---- Available data

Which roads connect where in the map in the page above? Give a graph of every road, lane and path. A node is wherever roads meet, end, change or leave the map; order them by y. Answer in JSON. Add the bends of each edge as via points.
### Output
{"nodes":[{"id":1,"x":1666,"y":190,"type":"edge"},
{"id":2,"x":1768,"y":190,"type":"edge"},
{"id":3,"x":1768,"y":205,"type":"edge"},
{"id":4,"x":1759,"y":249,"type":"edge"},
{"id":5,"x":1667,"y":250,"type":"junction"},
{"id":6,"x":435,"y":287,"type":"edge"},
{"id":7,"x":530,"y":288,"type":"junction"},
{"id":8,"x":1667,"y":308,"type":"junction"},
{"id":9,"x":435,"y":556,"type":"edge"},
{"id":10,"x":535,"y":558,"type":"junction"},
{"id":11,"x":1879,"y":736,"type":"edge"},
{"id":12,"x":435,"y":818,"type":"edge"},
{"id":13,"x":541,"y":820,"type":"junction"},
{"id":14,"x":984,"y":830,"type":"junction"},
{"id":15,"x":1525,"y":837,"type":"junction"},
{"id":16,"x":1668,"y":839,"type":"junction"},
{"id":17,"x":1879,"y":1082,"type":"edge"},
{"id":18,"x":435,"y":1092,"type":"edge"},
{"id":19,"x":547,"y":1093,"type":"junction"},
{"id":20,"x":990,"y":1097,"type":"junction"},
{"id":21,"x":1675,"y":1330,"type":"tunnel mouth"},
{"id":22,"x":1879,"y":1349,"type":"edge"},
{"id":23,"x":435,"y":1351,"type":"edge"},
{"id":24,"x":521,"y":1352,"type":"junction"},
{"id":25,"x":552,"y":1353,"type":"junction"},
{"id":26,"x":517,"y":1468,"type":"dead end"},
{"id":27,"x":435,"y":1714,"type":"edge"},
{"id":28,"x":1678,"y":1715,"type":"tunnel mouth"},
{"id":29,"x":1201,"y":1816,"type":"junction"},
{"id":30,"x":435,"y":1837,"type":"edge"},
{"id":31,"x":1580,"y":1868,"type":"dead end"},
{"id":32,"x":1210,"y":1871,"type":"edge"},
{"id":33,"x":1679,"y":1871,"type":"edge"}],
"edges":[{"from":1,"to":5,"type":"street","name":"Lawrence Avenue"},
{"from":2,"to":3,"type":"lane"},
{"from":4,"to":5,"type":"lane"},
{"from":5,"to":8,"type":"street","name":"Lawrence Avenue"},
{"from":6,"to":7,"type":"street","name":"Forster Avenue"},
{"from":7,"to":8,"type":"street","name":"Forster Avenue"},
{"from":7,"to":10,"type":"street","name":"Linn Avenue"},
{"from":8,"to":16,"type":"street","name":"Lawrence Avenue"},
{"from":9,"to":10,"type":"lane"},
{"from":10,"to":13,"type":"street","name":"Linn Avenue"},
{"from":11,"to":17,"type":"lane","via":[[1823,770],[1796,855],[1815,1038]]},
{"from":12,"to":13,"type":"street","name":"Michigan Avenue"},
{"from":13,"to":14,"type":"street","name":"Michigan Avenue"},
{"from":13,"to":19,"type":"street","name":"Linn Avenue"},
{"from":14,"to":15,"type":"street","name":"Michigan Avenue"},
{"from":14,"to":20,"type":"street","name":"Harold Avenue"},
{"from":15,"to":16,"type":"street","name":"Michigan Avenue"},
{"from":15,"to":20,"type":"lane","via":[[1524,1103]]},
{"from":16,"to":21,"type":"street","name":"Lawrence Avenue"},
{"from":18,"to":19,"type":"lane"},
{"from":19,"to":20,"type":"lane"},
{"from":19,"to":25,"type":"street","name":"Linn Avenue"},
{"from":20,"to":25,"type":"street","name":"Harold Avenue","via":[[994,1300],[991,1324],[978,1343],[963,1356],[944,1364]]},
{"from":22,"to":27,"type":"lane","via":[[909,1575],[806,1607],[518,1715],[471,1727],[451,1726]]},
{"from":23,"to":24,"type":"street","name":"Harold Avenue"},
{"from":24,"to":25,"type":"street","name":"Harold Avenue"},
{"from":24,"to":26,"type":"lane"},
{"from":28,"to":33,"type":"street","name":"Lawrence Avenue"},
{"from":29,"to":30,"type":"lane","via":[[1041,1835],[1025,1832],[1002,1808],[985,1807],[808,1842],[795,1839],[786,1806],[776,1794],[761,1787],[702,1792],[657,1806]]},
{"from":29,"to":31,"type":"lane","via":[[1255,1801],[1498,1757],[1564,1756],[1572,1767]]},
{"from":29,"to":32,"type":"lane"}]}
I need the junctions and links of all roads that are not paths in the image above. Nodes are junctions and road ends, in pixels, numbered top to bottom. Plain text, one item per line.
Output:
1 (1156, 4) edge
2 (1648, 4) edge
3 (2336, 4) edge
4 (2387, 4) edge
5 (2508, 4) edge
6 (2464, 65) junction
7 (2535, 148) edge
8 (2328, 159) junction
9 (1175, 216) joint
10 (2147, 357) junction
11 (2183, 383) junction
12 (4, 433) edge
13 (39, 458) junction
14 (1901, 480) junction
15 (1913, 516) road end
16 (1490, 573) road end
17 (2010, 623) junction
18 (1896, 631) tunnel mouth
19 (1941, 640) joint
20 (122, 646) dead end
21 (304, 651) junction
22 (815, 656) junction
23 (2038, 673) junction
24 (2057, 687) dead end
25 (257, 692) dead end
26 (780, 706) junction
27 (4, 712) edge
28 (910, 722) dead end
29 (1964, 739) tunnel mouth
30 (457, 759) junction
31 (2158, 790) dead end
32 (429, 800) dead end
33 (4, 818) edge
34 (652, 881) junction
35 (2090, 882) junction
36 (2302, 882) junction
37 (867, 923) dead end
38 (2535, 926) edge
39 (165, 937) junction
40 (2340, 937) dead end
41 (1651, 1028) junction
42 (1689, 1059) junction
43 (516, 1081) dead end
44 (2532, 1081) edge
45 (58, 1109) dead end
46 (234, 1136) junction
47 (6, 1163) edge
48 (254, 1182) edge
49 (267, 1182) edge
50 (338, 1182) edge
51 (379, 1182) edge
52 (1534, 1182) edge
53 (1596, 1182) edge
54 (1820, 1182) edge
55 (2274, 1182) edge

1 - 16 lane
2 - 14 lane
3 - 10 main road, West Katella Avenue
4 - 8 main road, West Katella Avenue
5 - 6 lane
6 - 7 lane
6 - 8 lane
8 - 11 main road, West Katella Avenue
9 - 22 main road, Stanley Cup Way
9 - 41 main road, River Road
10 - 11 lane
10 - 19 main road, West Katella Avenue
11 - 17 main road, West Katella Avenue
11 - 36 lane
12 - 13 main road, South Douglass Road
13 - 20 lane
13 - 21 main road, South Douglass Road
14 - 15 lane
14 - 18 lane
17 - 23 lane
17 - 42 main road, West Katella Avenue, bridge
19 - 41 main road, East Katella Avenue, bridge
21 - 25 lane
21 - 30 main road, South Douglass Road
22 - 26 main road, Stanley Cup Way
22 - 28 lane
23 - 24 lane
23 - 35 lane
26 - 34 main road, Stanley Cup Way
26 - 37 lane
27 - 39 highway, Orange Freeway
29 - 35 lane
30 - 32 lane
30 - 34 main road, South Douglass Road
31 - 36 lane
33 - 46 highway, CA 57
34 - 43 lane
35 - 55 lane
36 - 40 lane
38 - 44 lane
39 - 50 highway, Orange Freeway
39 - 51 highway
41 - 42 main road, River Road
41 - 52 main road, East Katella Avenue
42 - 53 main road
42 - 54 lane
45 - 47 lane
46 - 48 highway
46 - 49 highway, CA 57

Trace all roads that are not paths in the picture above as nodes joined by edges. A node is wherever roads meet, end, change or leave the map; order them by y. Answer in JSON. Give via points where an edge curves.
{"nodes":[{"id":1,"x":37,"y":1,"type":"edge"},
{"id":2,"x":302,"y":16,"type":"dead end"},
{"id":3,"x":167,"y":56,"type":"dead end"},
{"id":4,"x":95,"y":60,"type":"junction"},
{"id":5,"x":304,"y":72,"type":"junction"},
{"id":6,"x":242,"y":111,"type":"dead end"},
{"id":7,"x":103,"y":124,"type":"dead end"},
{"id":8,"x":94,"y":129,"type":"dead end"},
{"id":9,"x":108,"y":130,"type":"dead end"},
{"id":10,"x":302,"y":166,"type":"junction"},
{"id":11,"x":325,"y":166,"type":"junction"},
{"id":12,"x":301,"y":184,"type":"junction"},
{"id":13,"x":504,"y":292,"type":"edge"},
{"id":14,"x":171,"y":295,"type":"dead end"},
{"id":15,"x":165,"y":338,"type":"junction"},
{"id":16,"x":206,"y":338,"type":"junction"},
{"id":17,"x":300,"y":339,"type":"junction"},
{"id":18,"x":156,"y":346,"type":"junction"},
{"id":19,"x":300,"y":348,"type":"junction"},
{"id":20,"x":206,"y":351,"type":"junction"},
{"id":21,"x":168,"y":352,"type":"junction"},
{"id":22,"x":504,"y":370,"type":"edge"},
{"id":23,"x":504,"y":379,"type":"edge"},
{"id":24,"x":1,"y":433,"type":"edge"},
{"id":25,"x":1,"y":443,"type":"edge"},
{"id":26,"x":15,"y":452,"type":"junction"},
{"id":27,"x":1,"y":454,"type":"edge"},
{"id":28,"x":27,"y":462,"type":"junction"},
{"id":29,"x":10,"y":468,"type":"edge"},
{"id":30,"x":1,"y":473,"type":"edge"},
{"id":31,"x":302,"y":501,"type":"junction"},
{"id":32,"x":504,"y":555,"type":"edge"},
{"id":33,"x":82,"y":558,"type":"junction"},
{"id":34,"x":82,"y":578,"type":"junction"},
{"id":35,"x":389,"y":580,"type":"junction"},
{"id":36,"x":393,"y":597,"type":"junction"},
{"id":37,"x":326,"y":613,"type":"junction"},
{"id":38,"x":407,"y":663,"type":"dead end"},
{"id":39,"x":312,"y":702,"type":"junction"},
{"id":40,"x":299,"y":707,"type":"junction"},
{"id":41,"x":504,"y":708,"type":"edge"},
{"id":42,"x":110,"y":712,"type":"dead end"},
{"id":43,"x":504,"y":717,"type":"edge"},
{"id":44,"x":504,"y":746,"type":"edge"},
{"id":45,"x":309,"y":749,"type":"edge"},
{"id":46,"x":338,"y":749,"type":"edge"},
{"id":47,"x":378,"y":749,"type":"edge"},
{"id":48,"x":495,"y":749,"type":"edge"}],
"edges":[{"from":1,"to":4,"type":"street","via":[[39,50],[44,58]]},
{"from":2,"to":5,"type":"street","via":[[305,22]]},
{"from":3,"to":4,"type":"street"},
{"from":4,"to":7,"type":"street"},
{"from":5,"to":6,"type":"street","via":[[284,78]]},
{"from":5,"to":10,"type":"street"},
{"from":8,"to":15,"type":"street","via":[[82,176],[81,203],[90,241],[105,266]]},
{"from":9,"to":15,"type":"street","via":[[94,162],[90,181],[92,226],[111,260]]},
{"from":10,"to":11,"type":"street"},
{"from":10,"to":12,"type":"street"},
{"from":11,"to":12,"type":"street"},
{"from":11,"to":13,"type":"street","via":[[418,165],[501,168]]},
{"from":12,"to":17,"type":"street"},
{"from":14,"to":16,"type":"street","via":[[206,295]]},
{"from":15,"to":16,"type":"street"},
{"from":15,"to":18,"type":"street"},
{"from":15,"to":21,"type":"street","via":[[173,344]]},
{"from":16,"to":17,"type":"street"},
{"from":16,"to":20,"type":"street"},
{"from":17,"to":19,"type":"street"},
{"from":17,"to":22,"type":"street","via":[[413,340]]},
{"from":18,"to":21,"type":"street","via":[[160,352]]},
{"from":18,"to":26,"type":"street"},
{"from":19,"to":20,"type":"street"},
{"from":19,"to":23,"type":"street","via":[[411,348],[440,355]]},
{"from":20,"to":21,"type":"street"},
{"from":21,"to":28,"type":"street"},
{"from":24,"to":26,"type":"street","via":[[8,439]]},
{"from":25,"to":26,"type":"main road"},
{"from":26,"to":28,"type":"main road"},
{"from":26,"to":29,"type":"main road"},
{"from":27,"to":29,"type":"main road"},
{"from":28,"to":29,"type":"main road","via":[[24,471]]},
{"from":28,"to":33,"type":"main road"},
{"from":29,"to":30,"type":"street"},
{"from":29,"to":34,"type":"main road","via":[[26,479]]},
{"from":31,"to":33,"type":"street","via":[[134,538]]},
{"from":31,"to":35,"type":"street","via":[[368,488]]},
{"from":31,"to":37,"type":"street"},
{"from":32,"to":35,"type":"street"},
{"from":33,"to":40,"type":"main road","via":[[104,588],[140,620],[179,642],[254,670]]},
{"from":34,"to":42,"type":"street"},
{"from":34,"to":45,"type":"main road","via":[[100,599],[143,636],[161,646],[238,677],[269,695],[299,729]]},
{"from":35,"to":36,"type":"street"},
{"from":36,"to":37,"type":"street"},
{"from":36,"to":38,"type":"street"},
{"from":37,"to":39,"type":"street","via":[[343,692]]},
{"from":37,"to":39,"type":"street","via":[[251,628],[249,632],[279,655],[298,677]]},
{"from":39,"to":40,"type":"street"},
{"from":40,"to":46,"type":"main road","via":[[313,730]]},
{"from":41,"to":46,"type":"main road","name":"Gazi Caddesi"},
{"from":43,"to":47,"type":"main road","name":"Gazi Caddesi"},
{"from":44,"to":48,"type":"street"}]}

--------

**Problem**
Within the data above, count the lines that contain the string "South"; the reply is the number alone.

**Result of the exercise**
4